From: Ma Ling <[email protected]>
In order to reduce memory latency when last level cache miss occurs,
modern CPUs i.e. x86 and arm introduced Critical Word First(CWF) or
Early Restart(ER) to get data ASAP. For CWF if critical word is first member
in cache line, memory feed CPU with critical word, then fill others
data in cache line one by one, otherwise after critical word it must
cost more cycle to fill the remaining cache line.

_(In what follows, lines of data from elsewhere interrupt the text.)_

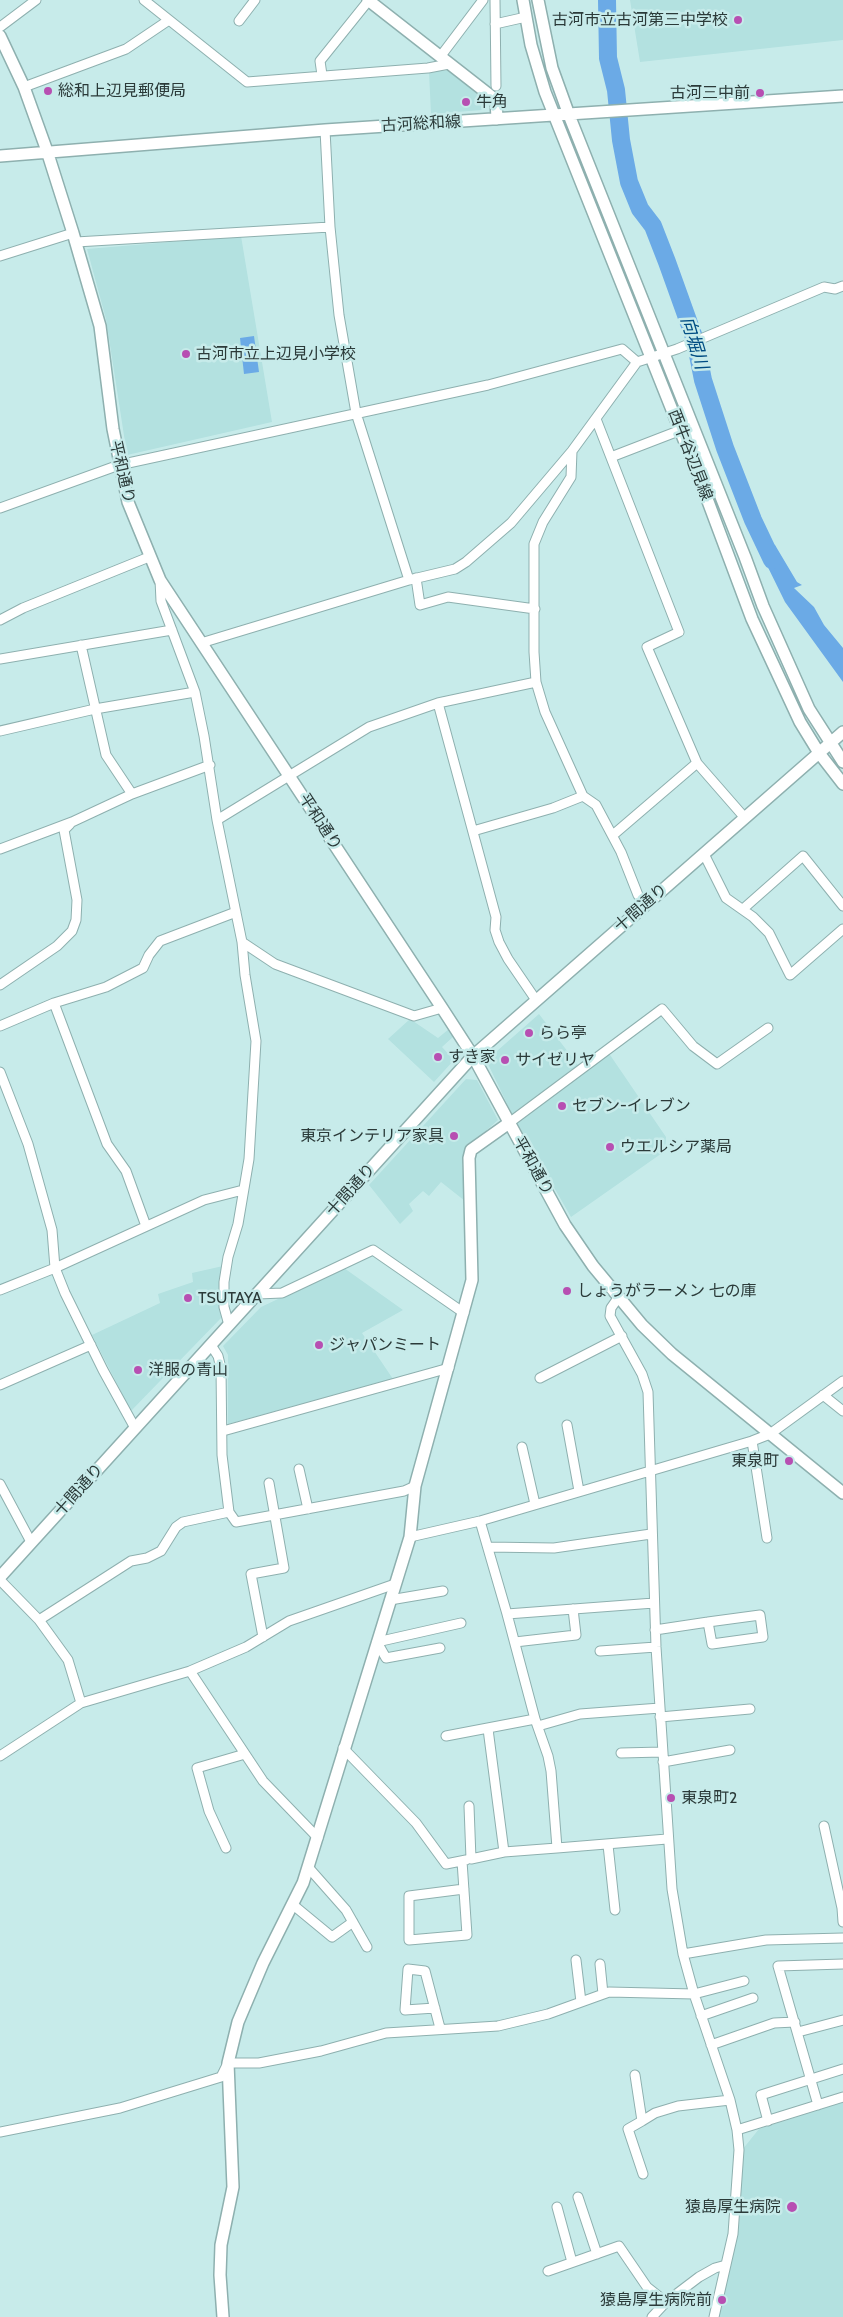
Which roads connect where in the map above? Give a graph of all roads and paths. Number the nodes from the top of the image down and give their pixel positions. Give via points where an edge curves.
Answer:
1 (36, 0) edge
2 (144, 0) edge
3 (255, 0) edge
4 (369, 0) edge
5 (483, 0) edge
6 (495, 0) edge
7 (523, 0) edge
8 (538, 0) edge
9 (526, 17) junction
10 (169, 20) junction
11 (239, 21) dead end
12 (495, 24) junction
13 (0, 27) edge
14 (0, 36) edge
15 (440, 57) junction
16 (449, 64) junction
17 (322, 75) junction
18 (496, 86) dead end
19 (24, 87) junction
20 (843, 96) edge
21 (569, 115) junction
22 (554, 116) junction
23 (497, 119) junction
24 (325, 130) junction
25 (47, 151) junction
26 (0, 156) edge
27 (330, 227) junction
28 (74, 238) junction
29 (0, 256) edge
30 (843, 286) edge
31 (664, 354) junction
32 (651, 359) junction
33 (637, 362) junction
34 (356, 414) junction
35 (596, 419) junction
36 (681, 430) junction
37 (572, 451) junction
38 (610, 457) junction
39 (118, 465) junction
40 (0, 508) edge
41 (149, 557) junction
42 (412, 579) junction
43 (160, 580) junction
44 (535, 609) junction
45 (0, 620) edge
46 (172, 630) junction
47 (201, 643) junction
48 (81, 646) junction
49 (0, 659) edge
50 (536, 682) junction
51 (194, 692) junction
52 (438, 703) junction
53 (95, 709) junction
54 (0, 731) edge
55 (843, 732) edge
56 (830, 744) junction
57 (819, 753) junction
58 (843, 762) edge
59 (697, 763) junction
60 (210, 765) junction
61 (290, 777) junction
62 (843, 784) edge
63 (132, 794) junction
64 (583, 796) junction
65 (745, 818) junction
66 (217, 820) junction
67 (72, 822) junction
68 (473, 831) junction
69 (613, 835) junction
70 (0, 849) edge
71 (704, 854) junction
72 (645, 905) junction
73 (843, 906) edge
74 (743, 909) junction
75 (236, 912) junction
76 (843, 929) edge
77 (242, 942) junction
78 (0, 985) edge
79 (536, 1000) junction
80 (54, 1003) junction
81 (442, 1008) junction
82 (0, 1026) edge
83 (768, 1028) dead end
84 (473, 1056) junction
85 (0, 1072) edge
86 (509, 1123) junction
87 (243, 1190) junction
88 (146, 1226) junction
89 (55, 1268) junction
90 (0, 1290) edge
91 (258, 1294) junction
92 (618, 1298) junction
93 (464, 1312) junction
94 (229, 1325) junction
95 (622, 1336) junction
96 (91, 1345) junction
97 (211, 1345) junction
98 (449, 1368) junction
99 (540, 1378) dead end
100 (843, 1381) edge
101 (0, 1385) edge
102 (823, 1395) junction
103 (843, 1411) edge
104 (567, 1425) dead end
105 (135, 1428) junction
106 (223, 1431) junction
107 (770, 1434) junction
108 (752, 1442) junction
109 (522, 1447) dead end
110 (299, 1469) dead end
111 (648, 1471) junction
112 (269, 1483) dead end
113 (0, 1484) edge
114 (415, 1486) junction
115 (580, 1491) junction
116 (843, 1493) edge
117 (534, 1504) junction
118 (308, 1509) junction
119 (229, 1512) junction
120 (275, 1515) junction
121 (480, 1521) junction
122 (651, 1534) junction
123 (410, 1537) junction
124 (767, 1538) dead end
125 (31, 1542) junction
126 (488, 1547) junction
127 (0, 1578) edge
128 (395, 1584) junction
129 (444, 1591) dead end
130 (390, 1600) junction
131 (654, 1603) junction
132 (573, 1609) junction
133 (507, 1614) junction
134 (39, 1620) junction
135 (708, 1622) junction
136 (461, 1623) dead end
137 (655, 1630) junction
138 (263, 1637) junction
139 (377, 1642) junction
140 (515, 1642) junction
141 (656, 1647) junction
142 (440, 1648) dead end
143 (600, 1651) dead end
144 (190, 1671) junction
145 (81, 1703) junction
146 (660, 1708) junction
147 (750, 1709) dead end
148 (660, 1717) junction
149 (536, 1722) junction
150 (488, 1729) junction
151 (446, 1736) dead end
152 (343, 1748) junction
153 (730, 1750) dead end
154 (662, 1752) junction
155 (621, 1753) dead end
156 (245, 1754) junction
157 (0, 1756) edge
158 (663, 1762) junction
159 (469, 1806) dead end
160 (824, 1826) dead end
161 (318, 1838) junction
162 (667, 1839) junction
163 (608, 1845) junction
164 (226, 1848) dead end
165 (557, 1848) junction
166 (504, 1852) junction
167 (466, 1860) junction
168 (308, 1868) junction
169 (464, 1889) junction
170 (292, 1904) junction
171 (615, 1910) dead end
172 (353, 1922) junction
173 (843, 1922) edge
174 (843, 1938) edge
175 (367, 1947) dead end
176 (683, 1954) junction
177 (576, 1960) dead end
178 (600, 1964) dead end
179 (843, 1964) edge
180 (744, 1980) dead end
181 (603, 1994) junction
182 (694, 1994) junction
183 (753, 1998) dead end
184 (581, 2002) junction
185 (435, 2008) junction
186 (701, 2016) junction
187 (843, 2020) edge
188 (795, 2022) junction
189 (440, 2028) junction
190 (798, 2032) junction
191 (711, 2046) junction
192 (228, 2063) junction
193 (843, 2068) edge
194 (635, 2075) dead end
195 (812, 2078) junction
196 (843, 2097) edge
197 (730, 2100) junction
198 (818, 2105) junction
199 (642, 2121) junction
200 (768, 2121) junction
201 (737, 2130) junction
202 (0, 2132) edge
203 (644, 2174) dead end
204 (578, 2197) dead end
205 (557, 2207) dead end
206 (597, 2254) junction
207 (572, 2262) junction
208 (726, 2266) junction
209 (548, 2271) dead end
210 (666, 2302) junction
211 (222, 2317) edge
212 (652, 2317) edge
213 (714, 2317) edge

1 - 13 street
2 - 10 street
3 - 11 street
4 - 15 street
4 - 17 street via 320,61
5 - 15 street
6 - 12 street
7 - 9 street, 西牛谷辺見線
8 - 21 street, 西牛谷辺見線 via 552,68
9 - 12 street
9 - 22 street, 西牛谷辺見線 via 538,71
10 - 17 street via 247,82
10 - 19 street via 126,49
12 - 18 street
14 - 19 street, 平和通り
15 - 16 street
16 - 17 street
16 - 23 street via 496,100
19 - 25 street, 平和通り
20 - 21 street, 古河総和線
21 - 22 street, 古河総和線
21 - 31 street, 西牛谷辺見線
22 - 23 street, 古河総和線
22 - 32 street, 西牛谷辺見線
23 - 24 street, 古河総和線
24 - 25 street, 古河総和線
24 - 27 street
25 - 26 street, 古河総和線
25 - 28 street, 平和通り
27 - 28 street
27 - 34 street via 339,314
28 - 29 street
28 - 39 street, 平和通り via 100,326
30 - 31 street via 836,289 824,287
31 - 32 street
31 - 56 street, 西牛谷辺見線 via 779,646
32 - 33 street
32 - 36 street, 西牛谷辺見線
33 - 34 street via 622,348 488,385
33 - 35 street
34 - 39 street
34 - 42 street
35 - 37 street
35 - 38 street
36 - 38 street
36 - 57 street, 西牛谷辺見線 via 752,619 780,683
37 - 42 street via 511,523 466,562 455,569
37 - 44 street via 571,477 536,536 533,554
38 - 59 street via 679,632 647,647
39 - 40 street
39 - 41 street, 平和通り
41 - 43 street, 平和通り
41 - 45 street
42 - 44 street via 420,605 448,597
42 - 47 street
43 - 46 street via 161,601
43 - 47 street, 平和通り
44 - 50 street
46 - 48 street
46 - 51 street
47 - 61 street, 平和通り
48 - 49 street
48 - 53 street
50 - 52 street
50 - 64 street via 545,712
51 - 53 street
51 - 60 street
52 - 61 street via 369,727
52 - 68 street
53 - 54 street
53 - 63 street via 106,755
55 - 56 street, 十間通り
56 - 57 street, 十間通り
56 - 58 street, 西牛谷辺見線
57 - 62 street, 西牛谷辺見線
57 - 65 street, 十間通り
59 - 65 street
59 - 69 street
60 - 63 street
60 - 66 street
61 - 66 street
61 - 81 street, 平和通り
63 - 67 street
64 - 68 street
64 - 69 street via 596,805
65 - 71 street, 十間通り
66 - 75 street
67 - 70 street
67 - 78 street via 64,830 77,900 72,931
68 - 79 street via 496,917 495,930 499,942
69 - 72 street
71 - 72 street, 十間通り
71 - 74 street via 726,898
72 - 79 street, 十間通り
73 - 74 street via 803,856
74 - 76 street via 769,933 790,975
75 - 77 street
75 - 80 street via 160,941 148,954 143,968 106,987
77 - 81 street via 275,964 414,1016
77 - 87 street via 256,1041 249,1158
79 - 84 street, 十間通り
80 - 82 street
80 - 88 street via 107,1144 126,1171
81 - 84 street, 平和通り
83 - 86 street via 716,1064 694,1046 662,1009
84 - 86 street, 平和通り
84 - 91 street, 十間通り
85 - 89 street via 28,1144 52,1230
86 - 92 street, 平和通り via 565,1225
86 - 93 street via 471,1150 469,1158 472,1280
87 - 88 street via 204,1200
87 - 94 street via 224,1282 224,1307
88 - 89 street
89 - 90 street
89 - 96 street
91 - 93 street via 282,1293 373,1250
91 - 94 street, 十間通り
92 - 95 street via 610,1316
92 - 107 street, 平和通り via 672,1354
93 - 98 street
94 - 97 street, 十間通り
95 - 99 street
95 - 111 street via 646,1382
96 - 101 street
96 - 105 street
97 - 105 street, 十間通り
97 - 106 street via 221,1368
98 - 106 street
98 - 114 street
100 - 102 street
102 - 103 street
102 - 107 street
104 - 115 street
105 - 125 street, 十間通り
106 - 119 street via 222,1455
107 - 108 street
107 - 116 street, 平和通り
108 - 111 street
108 - 124 street
109 - 117 street
110 - 118 street
111 - 115 street
111 - 122 street
112 - 120 street
113 - 125 street
114 - 118 street via 404,1491
114 - 123 street
115 - 117 street
117 - 121 street
118 - 120 street
119 - 120 street via 236,1522
119 - 134 street via 183,1522 176,1527 161,1551 132,1561
120 - 138 street via 284,1568 251,1574
121 - 123 street
121 - 126 street
122 - 126 street via 554,1548
122 - 131 street
123 - 128 street
125 - 127 street, 十間通り
126 - 133 street
127 - 134 street
128 - 130 street
128 - 138 street via 289,1621
129 - 130 street
130 - 139 street
131 - 132 street
131 - 137 street
132 - 133 street
132 - 140 street via 576,1635
133 - 140 street
134 - 145 street via 68,1660
135 - 135 street via 760,1615 762,1637 712,1644
135 - 137 street
136 - 139 street
137 - 141 street
138 - 144 street
139 - 142 street via 386,1658
139 - 152 street
140 - 149 street
141 - 143 street
141 - 146 street
144 - 145 street
144 - 156 street
145 - 157 street
146 - 148 street
146 - 149 street via 580,1714
147 - 148 street
148 - 154 street
149 - 150 street
149 - 165 street via 551,1771
150 - 151 street
150 - 166 street
152 - 161 street
152 - 167 street via 416,1823 446,1864
153 - 158 street
154 - 155 street
154 - 158 street
156 - 161 street via 263,1781
156 - 164 street via 197,1768 209,1811
158 - 162 street
159 - 167 street
160 - 173 street
161 - 168 street
162 - 163 street
162 - 176 street
163 - 165 street
163 - 171 street
165 - 166 street
166 - 167 street
167 - 169 street
168 - 170 street
168 - 172 street
169 - 169 street via 467,1935 409,1940 409,1896
170 - 172 street via 332,1937
170 - 192 street via 238,2022
172 - 175 street
174 - 176 street via 766,1940
176 - 182 street
177 - 184 street
178 - 181 street
179 - 188 street via 778,1966
180 - 182 street
181 - 182 street
181 - 184 street
182 - 186 street
183 - 186 street
184 - 189 street via 498,2026
185 - 185 street via 425,1971 408,1969 405,2010
185 - 189 street
186 - 191 street
187 - 190 street
188 - 190 street
188 - 191 street via 774,2023
189 - 192 street via 386,2033 321,2051 259,2063
190 - 195 street
191 - 197 street
192 - 202 street via 221,2077 120,2108
192 - 211 street via 233,2187 221,2245
193 - 195 street
194 - 199 street
195 - 198 street
195 - 200 street via 762,2094
196 - 198 street
197 - 199 street via 678,2106
197 - 201 street
198 - 200 street
199 - 203 street via 628,2129
200 - 201 street
201 - 208 street via 736,2208
204 - 206 street
205 - 207 street
206 - 207 street
206 - 210 street via 619,2246 647,2287
207 - 209 street
208 - 210 street via 699,2276
208 - 213 street
210 - 212 street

For Early First CPU will
restart until critical word in cache line reaches.
Hash value is critical word, so in this patch we place it as first member
in cache line(sock address is cache-line aligned), and it is also good for
Early Restart platform as well .
Thanks
Ling
---
include/net/sock.h | 14 +++++++-------
1 files changed, 7 insertions(+), 7 deletions(-)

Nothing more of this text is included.